Dataset entries
-*-

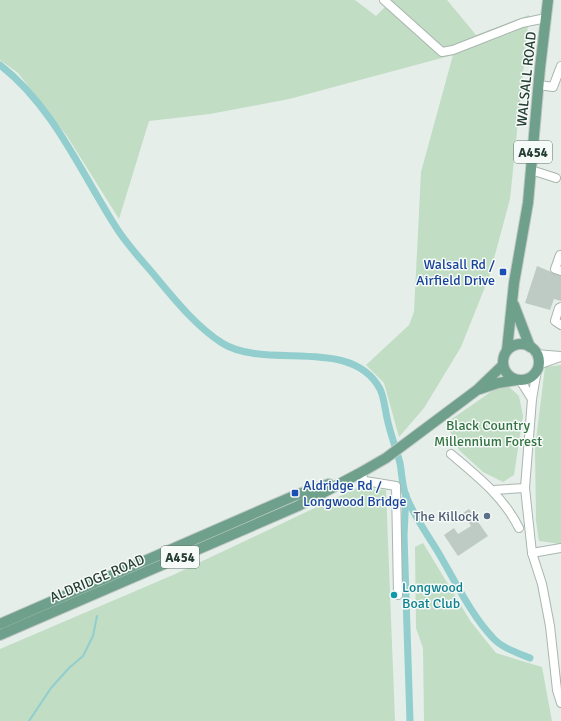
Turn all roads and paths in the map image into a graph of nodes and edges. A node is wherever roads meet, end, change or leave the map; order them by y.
1 (384, 0) edge
2 (548, 0) edge
3 (546, 18) junction
4 (561, 66) edge
5 (539, 85) junction
6 (531, 170) junction
7 (556, 178) dead end
8 (560, 255) edge
9 (561, 271) edge
10 (513, 303) junction
11 (561, 307) edge
12 (561, 326) edge
13 (507, 350) junction
14 (533, 350) junction
15 (561, 357) edge
16 (503, 365) junction
17 (538, 367) junction
18 (519, 380) junction
19 (477, 390) junction
20 (532, 399) junction
21 (451, 454) dead end
22 (358, 474) junction
23 (525, 488) junction
24 (493, 490) junction
25 (519, 528) dead end
26 (561, 548) edge
27 (532, 554) junction
28 (398, 595) dead end
29 (30, 616) junction
30 (0, 624) edge
31 (0, 635) edge
32 (561, 703) edge

1 - 3 street
2 - 3 main road, WALSALL ROAD / A454
3 - 5 main road, WALSALL ROAD / A454
4 - 5 street
5 - 6 main road, WALSALL ROAD / A454
6 - 7 street
6 - 10 main road, WALSALL ROAD / A454
8 - 9 street
10 - 13 main road, WALSALL ROAD / A454
10 - 14 main road, WALSALL ROAD / A454
11 - 12 street
13 - 14 main road
13 - 16 main road
14 - 15 street
14 - 17 main road
15 - 17 street
16 - 18 main road
16 - 19 main road, ALDRIDGE ROAD / A454
17 - 18 main road
17 - 20 street
18 - 19 main road, ALDRIDGE ROAD / A454
18 - 20 street
19 - 22 main road, ALDRIDGE ROAD / A454
20 - 23 street
21 - 24 street
22 - 28 street
22 - 29 main road, ALDRIDGE ROAD / A454
23 - 24 street
23 - 27 street
24 - 25 street
26 - 27 street
27 - 32 street
29 - 30 main road, ALDRIDGE ROAD / A454
29 - 31 main road, ALDRIDGE ROAD / A454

-*-

## [Assignment]
Set down the records in full and exactly. Do not carry over any image.

## [Output below]
Turn all roads and paths in the map image into a graph of nodes and edges. A node is wherever roads meet, end, change or leave the map; order them by y.
1 (384, 0) edge
2 (548, 0) edge
3 (546, 18) junction
4 (561, 66) edge
5 (539, 85) junction
6 (531, 170) junction
7 (556, 178) dead end
8 (560, 255) edge
9 (561, 271) edge
10 (513, 303) junction
11 (561, 307) edge
12 (561, 326) edge
13 (507, 350) junction
14 (533, 350) junction
15 (561, 357) edge
16 (503, 365) junction
17 (538, 367) junction
18 (519, 380) junction
19 (477, 390) junction
20 (532, 399) junction
21 (451, 454) dead end
22 (358, 474) junction
23 (525, 488) junction
24 (493, 490) junction
25 (519, 528) dead end
26 (561, 548) edge
27 (532, 554) junction
28 (398, 595) dead end
29 (30, 616) junction
30 (0, 624) edge
31 (0, 635) edge
32 (561, 703) edge

1 - 3 street
2 - 3 main road, WALSALL ROAD / A454
3 - 5 main road, WALSALL ROAD / A454
4 - 5 street
5 - 6 main road, WALSALL ROAD / A454
6 - 7 street
6 - 10 main road, WALSALL ROAD / A454
8 - 9 street
10 - 13 main road, WALSALL ROAD / A454
10 - 14 main road, WALSALL ROAD / A454
11 - 12 street
13 - 14 main road
13 - 16 main road
14 - 15 street
14 - 17 main road
15 - 17 street
16 - 18 main road
16 - 19 main road, ALDRIDGE ROAD / A454
17 - 18 main road
17 - 20 street
18 - 19 main road, ALDRIDGE ROAD / A454
18 - 20 street
19 - 22 main road, ALDRIDGE ROAD / A454
20 - 23 street
21 - 24 street
22 - 28 street
22 - 29 main road, ALDRIDGE ROAD / A454
23 - 24 street
23 - 27 street
24 - 25 street
26 - 27 street
27 - 32 street
29 - 30 main road, ALDRIDGE ROAD / A454
29 - 31 main road, ALDRIDGE ROAD / A454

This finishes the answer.